I contemplate, with satisfaction, the denunciations of holy Writ, so worked up into the constitution of nature, that they partake of its invariable course; and the evils inflicted on corrupted states, become thereby identified with its eternal laws. The prediction of them, therefore, cannot be interpreted, by infidelity, as a gloomy ebullition of priestly zeal; nor can they ultimately fail of their accomplishment, to the great dishonour of religion, through any ignorance of the moral or physical system of the universe, imputable to the prophet or the priest. I love to trace, in the holy Scriptures, their perfect accordance with the system of nature.

A similar conclusion is applicable to the succeeding branch of the sentence: showing mercy to thousands of those who love me, and keep my commandments. The contrast expressed in this proposition, to the preceding, is never made a ground of objection to the ways of Providence, which appear here in so benignant a light. And, from the experience of nations in all ages, it has grown to be a political maxim of the first importance, founded in human nature, and the very constitution of civil government, that virtue, and religion which fosters virtue, is the firmest basis of states. In conformity with this principle, we find that all the republics of antiquity; and to go still higher, that all the kingdoms and states whose origin has been preserved in history, have had their foundations laid, and their nascent constitution nursed by the priests of religion. Civil order commences in the order and piety of families; and an excellent family discipline is the surest pledge of the durability and felicity of nations. As long as it is preserved in its purity and energy, if it were to a thousand generations, so long the republic will flourish and be happy. Such are the rational principles on which these commandments, and the whole fabric of human duty, rest.
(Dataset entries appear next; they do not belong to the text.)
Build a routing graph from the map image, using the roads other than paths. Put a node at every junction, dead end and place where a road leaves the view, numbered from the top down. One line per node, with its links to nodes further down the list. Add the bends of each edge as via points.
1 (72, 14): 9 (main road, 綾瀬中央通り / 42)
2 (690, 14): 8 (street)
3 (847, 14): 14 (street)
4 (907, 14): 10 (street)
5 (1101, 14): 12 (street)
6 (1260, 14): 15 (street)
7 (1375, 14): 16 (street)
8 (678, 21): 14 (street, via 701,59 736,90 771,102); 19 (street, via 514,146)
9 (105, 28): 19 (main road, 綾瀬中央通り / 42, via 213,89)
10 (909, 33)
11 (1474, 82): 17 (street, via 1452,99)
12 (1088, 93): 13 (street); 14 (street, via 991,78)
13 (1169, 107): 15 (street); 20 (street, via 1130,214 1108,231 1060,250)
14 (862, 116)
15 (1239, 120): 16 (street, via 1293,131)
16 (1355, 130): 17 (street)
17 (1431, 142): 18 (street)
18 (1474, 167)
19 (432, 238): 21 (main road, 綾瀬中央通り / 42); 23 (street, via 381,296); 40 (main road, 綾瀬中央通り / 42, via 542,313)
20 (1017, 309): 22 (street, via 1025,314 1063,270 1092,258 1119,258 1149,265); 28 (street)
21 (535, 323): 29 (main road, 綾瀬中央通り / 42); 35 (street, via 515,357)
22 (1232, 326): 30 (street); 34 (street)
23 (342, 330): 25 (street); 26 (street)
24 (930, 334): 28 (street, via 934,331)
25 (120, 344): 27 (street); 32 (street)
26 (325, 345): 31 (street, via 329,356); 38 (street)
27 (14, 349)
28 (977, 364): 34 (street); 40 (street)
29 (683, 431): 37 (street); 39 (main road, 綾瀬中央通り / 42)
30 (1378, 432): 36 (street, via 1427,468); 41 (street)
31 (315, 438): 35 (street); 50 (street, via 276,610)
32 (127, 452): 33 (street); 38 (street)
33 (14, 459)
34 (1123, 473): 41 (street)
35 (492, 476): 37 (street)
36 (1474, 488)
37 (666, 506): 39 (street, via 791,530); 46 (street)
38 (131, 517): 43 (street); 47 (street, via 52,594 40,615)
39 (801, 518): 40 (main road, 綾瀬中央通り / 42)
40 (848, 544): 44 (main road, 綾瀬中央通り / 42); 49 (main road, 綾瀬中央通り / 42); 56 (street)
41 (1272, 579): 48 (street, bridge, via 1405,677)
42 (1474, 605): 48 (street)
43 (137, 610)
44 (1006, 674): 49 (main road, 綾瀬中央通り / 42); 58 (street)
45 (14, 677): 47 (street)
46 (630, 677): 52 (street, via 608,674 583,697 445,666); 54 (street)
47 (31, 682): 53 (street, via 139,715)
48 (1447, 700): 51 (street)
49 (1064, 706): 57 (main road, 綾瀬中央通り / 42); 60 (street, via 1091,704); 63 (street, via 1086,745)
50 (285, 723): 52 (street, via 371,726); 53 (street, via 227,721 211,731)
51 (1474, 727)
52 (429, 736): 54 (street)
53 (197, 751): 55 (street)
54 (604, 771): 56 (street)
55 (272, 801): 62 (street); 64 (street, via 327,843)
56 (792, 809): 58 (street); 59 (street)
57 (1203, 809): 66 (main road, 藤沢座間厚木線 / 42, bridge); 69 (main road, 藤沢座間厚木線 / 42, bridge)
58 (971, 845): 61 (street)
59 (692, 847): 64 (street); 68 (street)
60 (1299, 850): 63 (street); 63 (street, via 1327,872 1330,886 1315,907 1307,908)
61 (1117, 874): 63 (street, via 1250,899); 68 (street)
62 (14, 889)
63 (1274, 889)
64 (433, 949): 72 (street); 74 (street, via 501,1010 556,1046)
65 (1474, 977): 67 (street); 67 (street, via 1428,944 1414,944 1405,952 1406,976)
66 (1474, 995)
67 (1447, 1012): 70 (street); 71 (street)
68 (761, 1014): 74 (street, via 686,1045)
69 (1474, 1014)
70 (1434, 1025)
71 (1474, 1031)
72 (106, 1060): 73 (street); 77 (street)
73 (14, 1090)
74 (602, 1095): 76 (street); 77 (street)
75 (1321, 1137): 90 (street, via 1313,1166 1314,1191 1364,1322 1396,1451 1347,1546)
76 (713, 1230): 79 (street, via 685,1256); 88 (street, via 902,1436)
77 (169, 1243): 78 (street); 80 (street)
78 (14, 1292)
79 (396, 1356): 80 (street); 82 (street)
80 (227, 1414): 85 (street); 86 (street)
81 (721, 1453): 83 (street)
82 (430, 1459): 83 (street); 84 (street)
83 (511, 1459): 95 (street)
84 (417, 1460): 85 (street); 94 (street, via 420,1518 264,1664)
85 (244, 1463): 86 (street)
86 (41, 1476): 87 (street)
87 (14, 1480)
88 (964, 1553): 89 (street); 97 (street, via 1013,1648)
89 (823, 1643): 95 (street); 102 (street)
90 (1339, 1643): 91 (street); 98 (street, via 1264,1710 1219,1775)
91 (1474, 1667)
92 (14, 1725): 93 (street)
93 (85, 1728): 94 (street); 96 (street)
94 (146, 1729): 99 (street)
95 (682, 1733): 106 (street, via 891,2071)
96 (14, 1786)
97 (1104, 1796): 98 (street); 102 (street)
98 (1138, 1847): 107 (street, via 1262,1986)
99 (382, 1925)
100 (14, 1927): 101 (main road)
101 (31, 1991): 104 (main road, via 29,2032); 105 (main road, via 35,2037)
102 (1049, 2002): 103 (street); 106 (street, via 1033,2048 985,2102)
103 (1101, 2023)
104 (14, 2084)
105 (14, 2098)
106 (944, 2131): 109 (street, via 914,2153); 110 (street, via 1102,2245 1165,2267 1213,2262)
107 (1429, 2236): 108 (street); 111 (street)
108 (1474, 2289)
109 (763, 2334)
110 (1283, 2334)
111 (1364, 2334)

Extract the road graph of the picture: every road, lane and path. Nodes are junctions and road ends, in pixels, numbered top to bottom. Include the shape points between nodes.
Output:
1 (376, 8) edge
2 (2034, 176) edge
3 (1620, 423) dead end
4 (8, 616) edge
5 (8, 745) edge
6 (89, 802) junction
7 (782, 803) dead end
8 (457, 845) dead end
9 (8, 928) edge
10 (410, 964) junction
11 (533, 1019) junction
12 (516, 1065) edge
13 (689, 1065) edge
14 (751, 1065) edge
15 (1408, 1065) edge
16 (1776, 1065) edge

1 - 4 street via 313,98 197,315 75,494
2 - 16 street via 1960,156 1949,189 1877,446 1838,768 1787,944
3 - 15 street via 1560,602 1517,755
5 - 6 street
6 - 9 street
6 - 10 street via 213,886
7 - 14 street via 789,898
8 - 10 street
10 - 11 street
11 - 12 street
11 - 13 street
If it be asked here also, why these great political maxims are referred to the second law of the decalogue, a law directly aimed against idolatry? It is easy to answer, that this crime, under the theocratic constitution of Israel, was the explicit and bold rejection of their national religion, and opened the door to all manner of licentiousness and impiety. It was refusing to have God to reign over them. It was, literally, the death of the republic.

A—.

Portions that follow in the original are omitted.